§ **How to complete this task**
Copy the records below exactly, omitting any pictures they contain.

━━━ Provided records

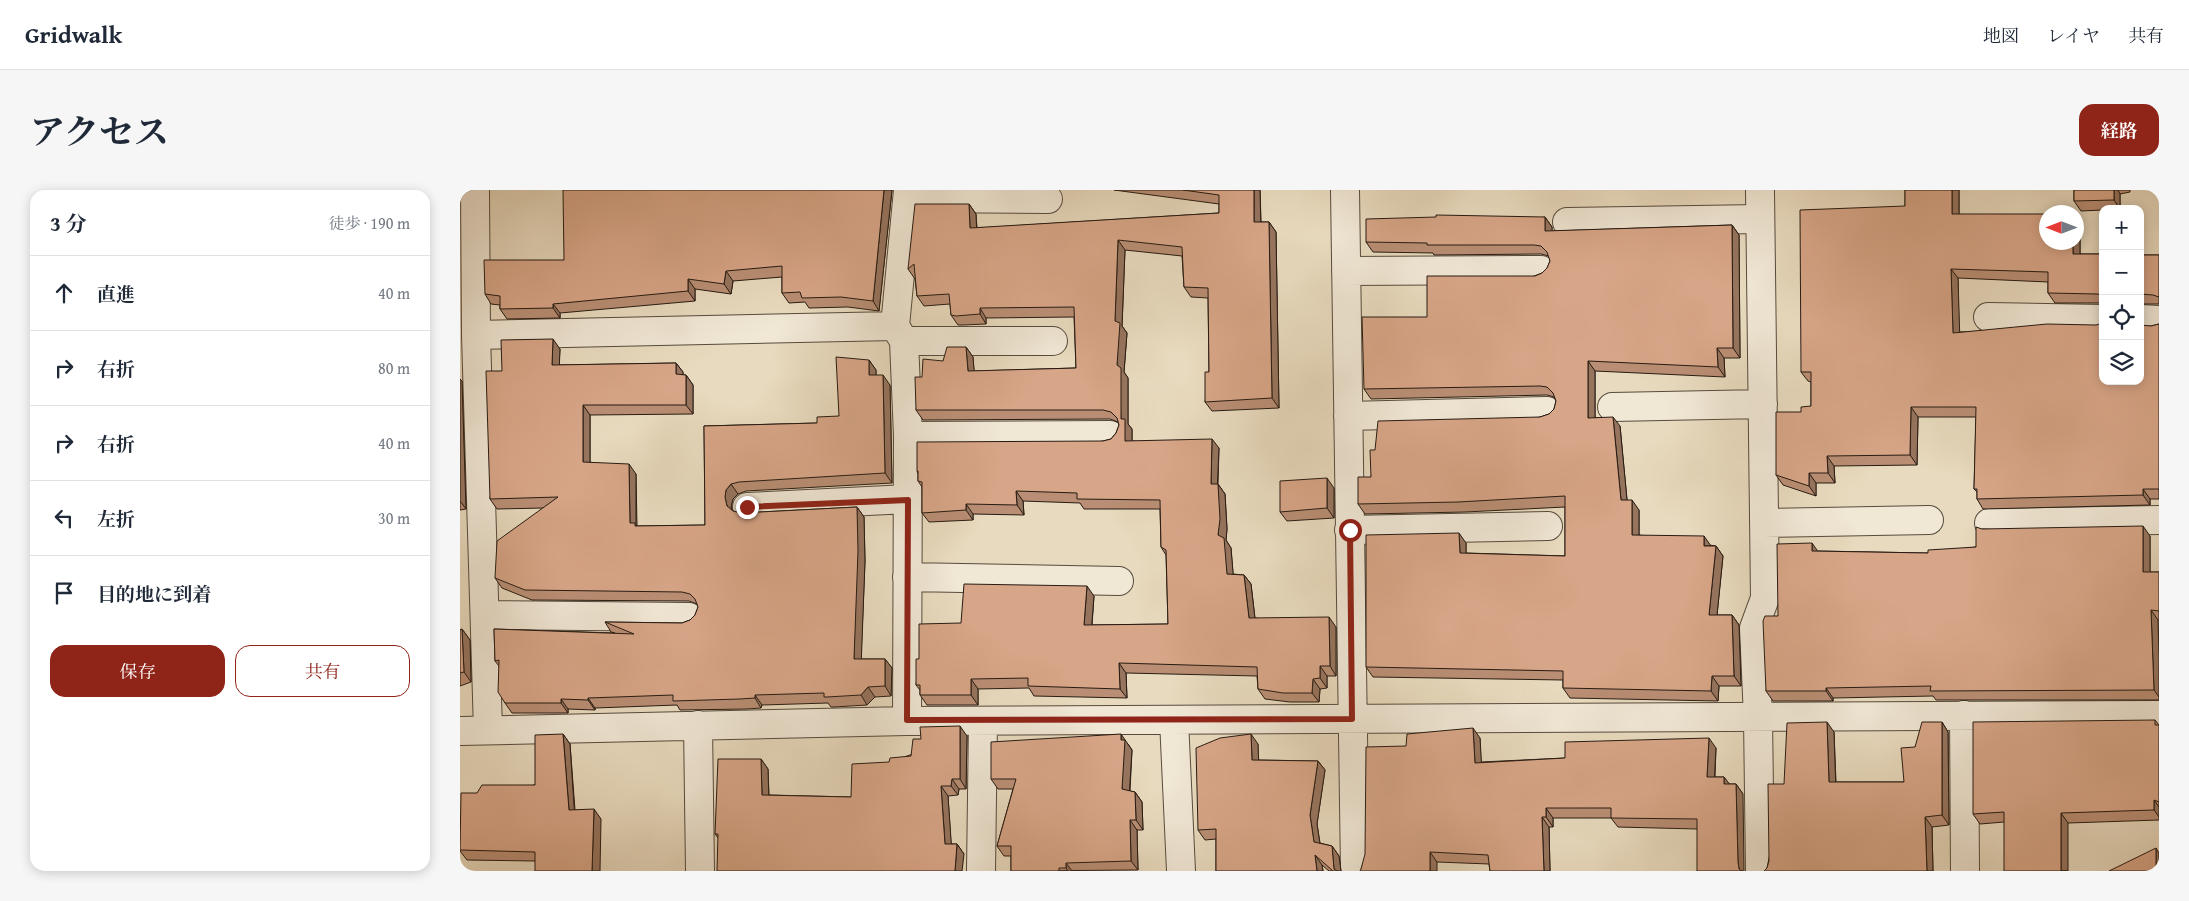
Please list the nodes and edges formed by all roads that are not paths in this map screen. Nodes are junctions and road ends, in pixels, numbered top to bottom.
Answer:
1 (475, 190) edge
2 (1345, 190) edge
3 (1760, 190) edge
4 (908, 194) edge
5 (1048, 199) dead end
6 (1760, 219) junction
7 (1567, 222) dead end
8 (1541, 270) dead end
9 (1346, 271) junction
10 (1988, 317) dead end
11 (2099, 319) edge
12 (2144, 319) edge
13 (2159, 320) edge
14 (899, 334) junction
15 (476, 335) junction
16 (1053, 341) dead end
17 (1763, 404) junction
18 (1612, 407) dead end
19 (1547, 411) dead end
20 (1348, 416) junction
21 (908, 436) junction
22 (1110, 436) dead end
23 (908, 500) junction
24 (747, 507) dead end
25 (1929, 520) dead end
26 (2159, 520) edge
27 (1764, 523) junction
28 (1989, 523) dead end
29 (1548, 526) dead end
30 (1350, 530) junction
31 (906, 577) junction
32 (1119, 581) dead end
33 (485, 616) junction
34 (689, 617) dead end
35 (1964, 715) junction
36 (2159, 715) edge
37 (1758, 717) junction
38 (1352, 719) junction
39 (907, 720) junction
40 (984, 720) junction
41 (1174, 720) junction
42 (698, 725) junction
43 (460, 730) edge
44 (488, 730) junction
45 (700, 871) edge
46 (981, 871) edge
47 (1180, 871) edge
48 (1355, 871) edge
49 (1760, 871) edge
50 (1965, 871) edge

1 - 15 street
2 - 9 street
3 - 6 street
4 - 5 street
4 - 14 street
6 - 7 street
6 - 17 street
8 - 9 street
9 - 20 street
10 - 11 street
12 - 13 street
14 - 15 street
14 - 16 street
14 - 21 street
15 - 33 street
17 - 18 street
17 - 27 street
19 - 20 street
20 - 30 street
21 - 22 street
21 - 23 street
23 - 24 street
23 - 31 street
25 - 27 street
26 - 28 street
27 - 37 street
29 - 30 street
30 - 38 street
31 - 32 street
31 - 39 street
33 - 34 street
33 - 44 street
35 - 36 street
35 - 37 street
35 - 50 street
37 - 38 street
37 - 49 street
38 - 41 street
38 - 48 street
39 - 40 street
39 - 42 street
40 - 41 street
40 - 46 street
41 - 47 street
42 - 44 street
42 - 45 street
43 - 44 street

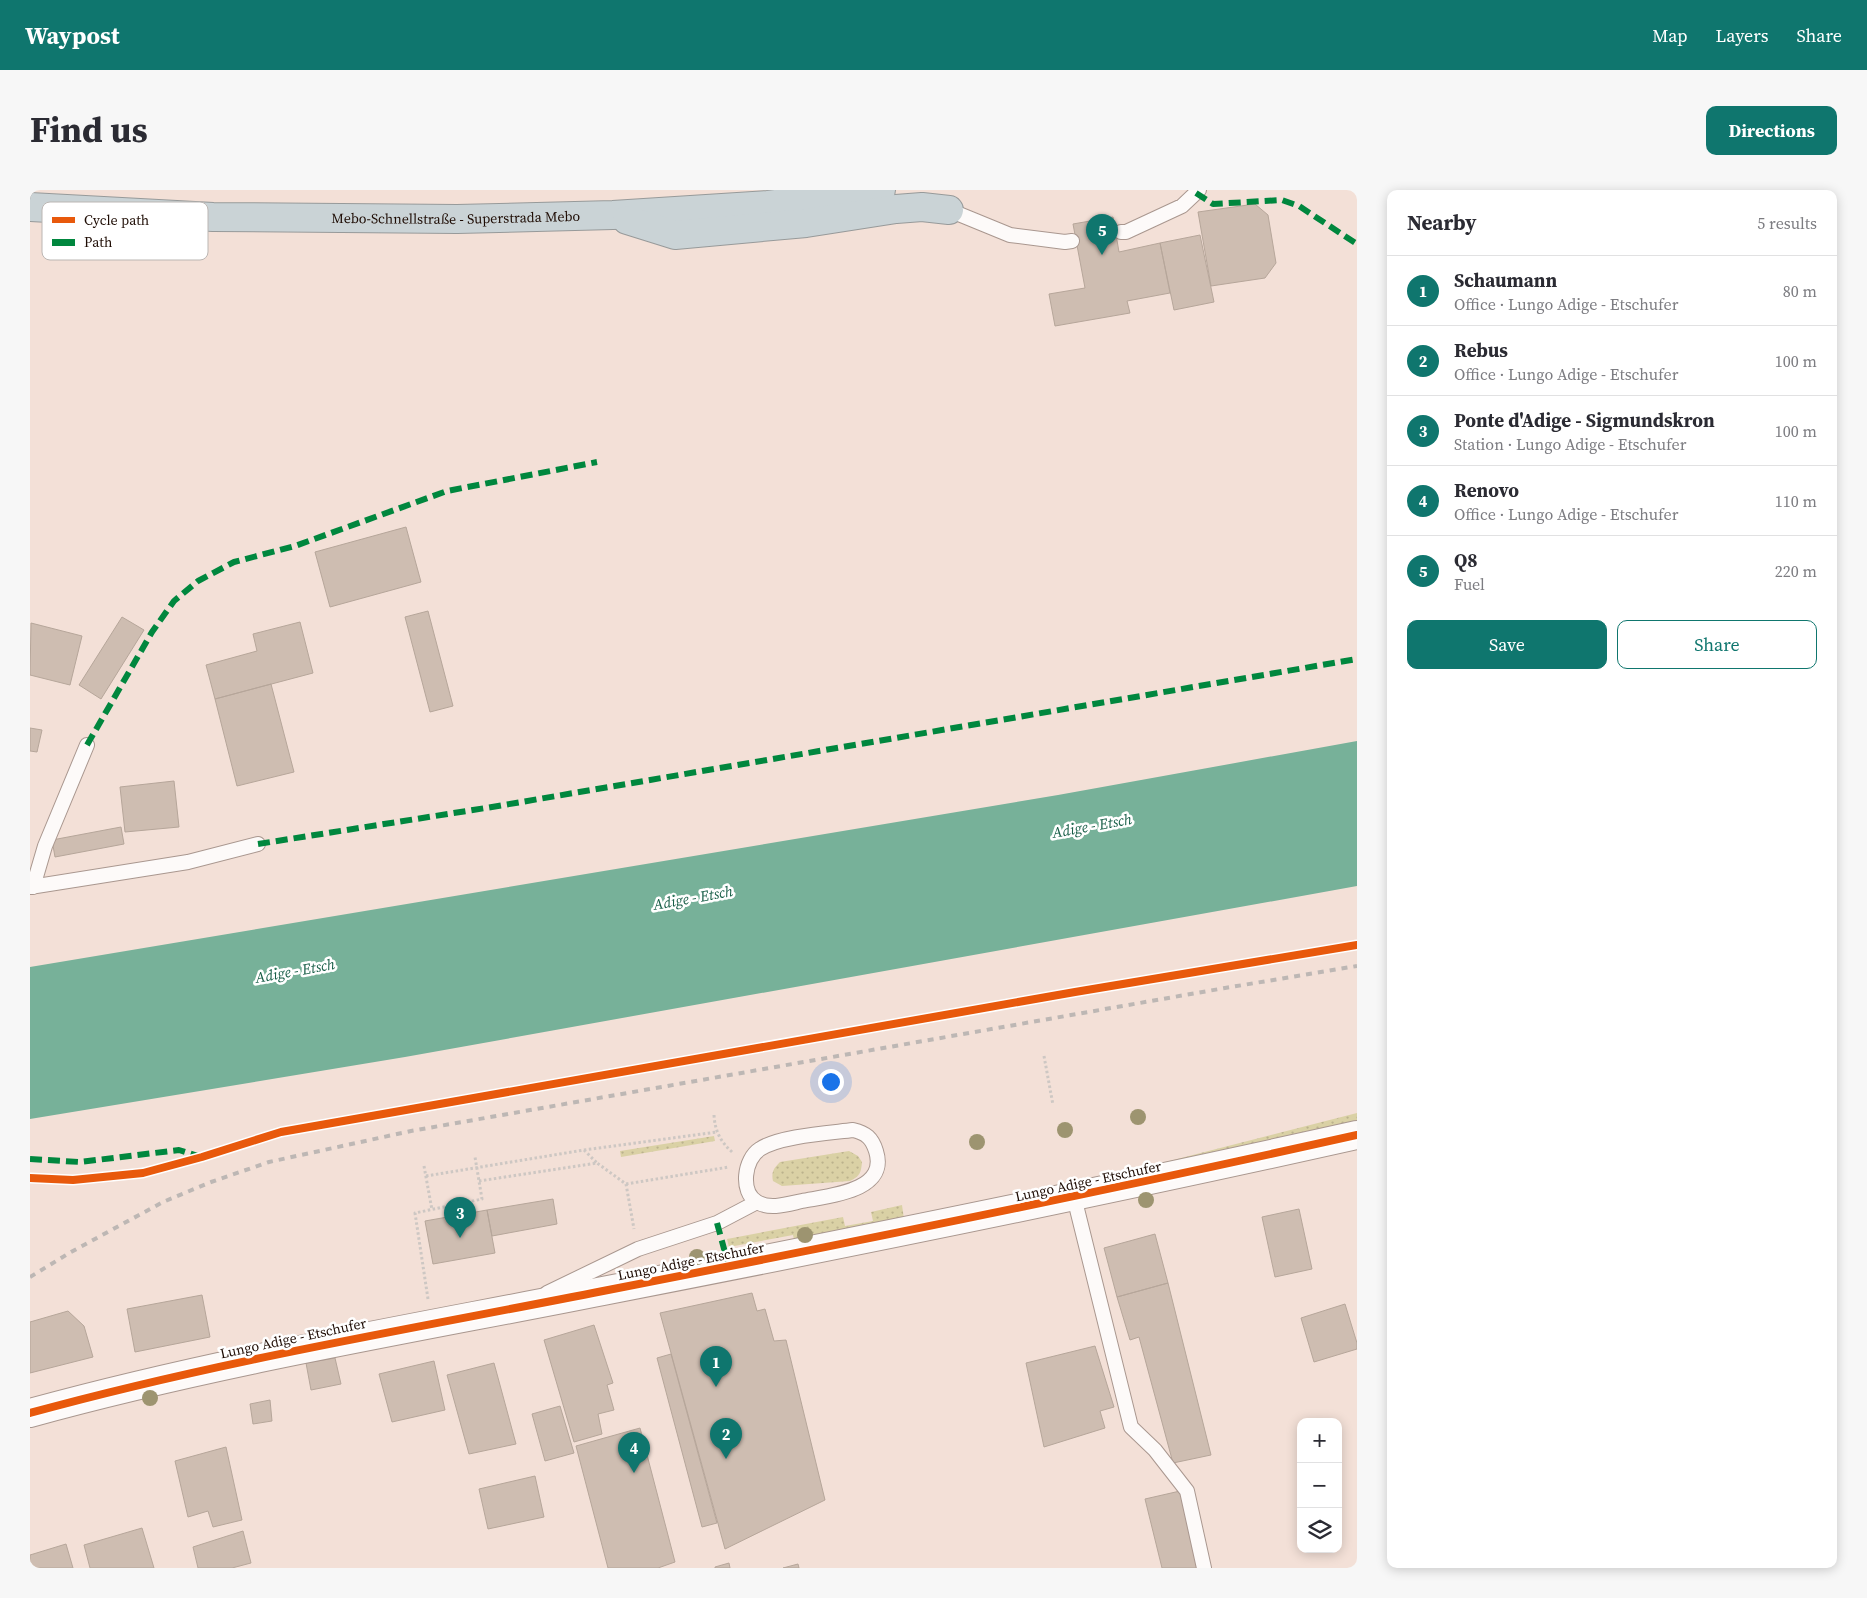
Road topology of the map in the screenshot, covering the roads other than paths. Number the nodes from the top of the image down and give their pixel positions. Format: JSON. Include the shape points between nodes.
{"nodes":[{"id":1,"x":881,"y":190,"type":"edge"},
{"id":2,"x":1199,"y":190,"type":"edge"},
{"id":3,"x":948,"y":210,"type":"joint"},
{"id":4,"x":613,"y":215,"type":"junction"},
{"id":5,"x":208,"y":217,"type":"edge"},
{"id":6,"x":1121,"y":232,"type":"dead end"},
{"id":7,"x":1072,"y":241,"type":"dead end"},
{"id":8,"x":87,"y":745,"type":"dead end"},
{"id":9,"x":258,"y":844,"type":"dead end"},
{"id":10,"x":31,"y":887,"type":"edge"},
{"id":11,"x":1357,"y":1135,"type":"edge"},
{"id":12,"x":1074,"y":1197,"type":"junction"},
{"id":13,"x":756,"y":1202,"type":"junction"},
{"id":14,"x":518,"y":1308,"type":"junction"},
{"id":15,"x":30,"y":1413,"type":"edge"},
{"id":16,"x":1204,"y":1568,"type":"edge"}],
"edges":[{"from":1,"to":4,"type":"highway","name":"Mebo-Schnellstraße - Superstrada Mebo","via":[[768,205]]},
{"from":2,"to":6,"type":"lane","via":[[1182,206]]},
{"from":3,"to":4,"type":"highway","via":[[896,209],[806,223],[675,235]]},
{"from":3,"to":7,"type":"lane","via":[[1010,236]]},
{"from":4,"to":5,"type":"highway","name":"Mebo-Schnellstraße - Superstrada Mebo","via":[[457,219]]},
{"from":8,"to":10,"type":"lane"},
{"from":9,"to":10,"type":"lane","via":[[188,862]]},
{"from":11,"to":12,"type":"street","name":"Lungo Adige - Etschufer"},
{"from":12,"to":14,"type":"street","name":"Lungo Adige - Etschufer"},
{"from":12,"to":16,"type":"lane","via":[[1130,1427],[1155,1450],[1187,1491]]},
{"from":13,"to":13,"type":"lane","via":[[746,1175],[752,1155],[761,1148],[782,1141],[853,1130],[865,1133],[873,1142],[878,1154],[873,1177],[851,1192],[772,1206]]},
{"from":13,"to":14,"type":"lane","via":[[717,1223],[638,1249]]},
{"from":14,"to":15,"type":"street","name":"Lungo Adige - Etschufer","via":[[218,1367]]}]}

━━━━━━

§ **Output for this task**
Please list the nodes and edges formed by all roads that are not paths in this map screen. Nodes are junctions and road ends, in pixels, numbered top to bottom.
Answer:
1 (475, 190) edge
2 (1345, 190) edge
3 (1760, 190) edge
4 (908, 194) edge
5 (1048, 199) dead end
6 (1760, 219) junction
7 (1567, 222) dead end
8 (1541, 270) dead end
9 (1346, 271) junction
10 (1988, 317) dead end
11 (2099, 319) edge
12 (2144, 319) edge
13 (2159, 320) edge
14 (899, 334) junction
15 (476, 335) junction
16 (1053, 341) dead end
17 (1763, 404) junction
18 (1612, 407) dead end
19 (1547, 411) dead end
20 (1348, 416) junction
21 (908, 436) junction
22 (1110, 436) dead end
23 (908, 500) junction
24 (747, 507) dead end
25 (1929, 520) dead end
26 (2159, 520) edge
27 (1764, 523) junction
28 (1989, 523) dead end
29 (1548, 526) dead end
30 (1350, 530) junction
31 (906, 577) junction
32 (1119, 581) dead end
33 (485, 616) junction
34 (689, 617) dead end
35 (1964, 715) junction
36 (2159, 715) edge
37 (1758, 717) junction
38 (1352, 719) junction
39 (907, 720) junction
40 (984, 720) junction
41 (1174, 720) junction
42 (698, 725) junction
43 (460, 730) edge
44 (488, 730) junction
45 (700, 871) edge
46 (981, 871) edge
47 (1180, 871) edge
48 (1355, 871) edge
49 (1760, 871) edge
50 (1965, 871) edge

1 - 15 street
2 - 9 street
3 - 6 street
4 - 5 street
4 - 14 street
6 - 7 street
6 - 17 street
8 - 9 street
9 - 20 street
10 - 11 street
12 - 13 street
14 - 15 street
14 - 16 street
14 - 21 street
15 - 33 street
17 - 18 street
17 - 27 street
19 - 20 street
20 - 30 street
21 - 22 street
21 - 23 street
23 - 24 street
23 - 31 street
25 - 27 street
26 - 28 street
27 - 37 street
29 - 30 street
30 - 38 street
31 - 32 street
31 - 39 street
33 - 34 street
33 - 44 street
35 - 36 street
35 - 37 street
35 - 50 street
37 - 38 street
37 - 49 street
38 - 41 street
38 - 48 street
39 - 40 street
39 - 42 street
40 - 41 street
40 - 46 street
41 - 47 street
42 - 44 street
42 - 45 street
43 - 44 street

Road topology of the map in the screenshot, covering the roads other than paths. Number the nodes from the top of the image down and give their pixel positions. Format: JSON. Include the shape points between nodes.
{"nodes":[{"id":1,"x":881,"y":190,"type":"edge"},
{"id":2,"x":1199,"y":190,"type":"edge"},
{"id":3,"x":948,"y":210,"type":"joint"},
{"id":4,"x":613,"y":215,"type":"junction"},
{"id":5,"x":208,"y":217,"type":"edge"},
{"id":6,"x":1121,"y":232,"type":"dead end"},
{"id":7,"x":1072,"y":241,"type":"dead end"},
{"id":8,"x":87,"y":745,"type":"dead end"},
{"id":9,"x":258,"y":844,"type":"dead end"},
{"id":10,"x":31,"y":887,"type":"edge"},
{"id":11,"x":1357,"y":1135,"type":"edge"},
{"id":12,"x":1074,"y":1197,"type":"junction"},
{"id":13,"x":756,"y":1202,"type":"junction"},
{"id":14,"x":518,"y":1308,"type":"junction"},
{"id":15,"x":30,"y":1413,"type":"edge"},
{"id":16,"x":1204,"y":1568,"type":"edge"}],
"edges":[{"from":1,"to":4,"type":"highway","name":"Mebo-Schnellstraße - Superstrada Mebo","via":[[768,205]]},
{"from":2,"to":6,"type":"lane","via":[[1182,206]]},
{"from":3,"to":4,"type":"highway","via":[[896,209],[806,223],[675,235]]},
{"from":3,"to":7,"type":"lane","via":[[1010,236]]},
{"from":4,"to":5,"type":"highway","name":"Mebo-Schnellstraße - Superstrada Mebo","via":[[457,219]]},
{"from":8,"to":10,"type":"lane"},
{"from":9,"to":10,"type":"lane","via":[[188,862]]},
{"from":11,"to":12,"type":"street","name":"Lungo Adige - Etschufer"},
{"from":12,"to":14,"type":"street","name":"Lungo Adige - Etschufer"},
{"from":12,"to":16,"type":"lane","via":[[1130,1427],[1155,1450],[1187,1491]]},
{"from":13,"to":13,"type":"lane","via":[[746,1175],[752,1155],[761,1148],[782,1141],[853,1130],[865,1133],[873,1142],[878,1154],[873,1177],[851,1192],[772,1206]]},
{"from":13,"to":14,"type":"lane","via":[[717,1223],[638,1249]]},
{"from":14,"to":15,"type":"street","name":"Lungo Adige - Etschufer","via":[[218,1367]]}]}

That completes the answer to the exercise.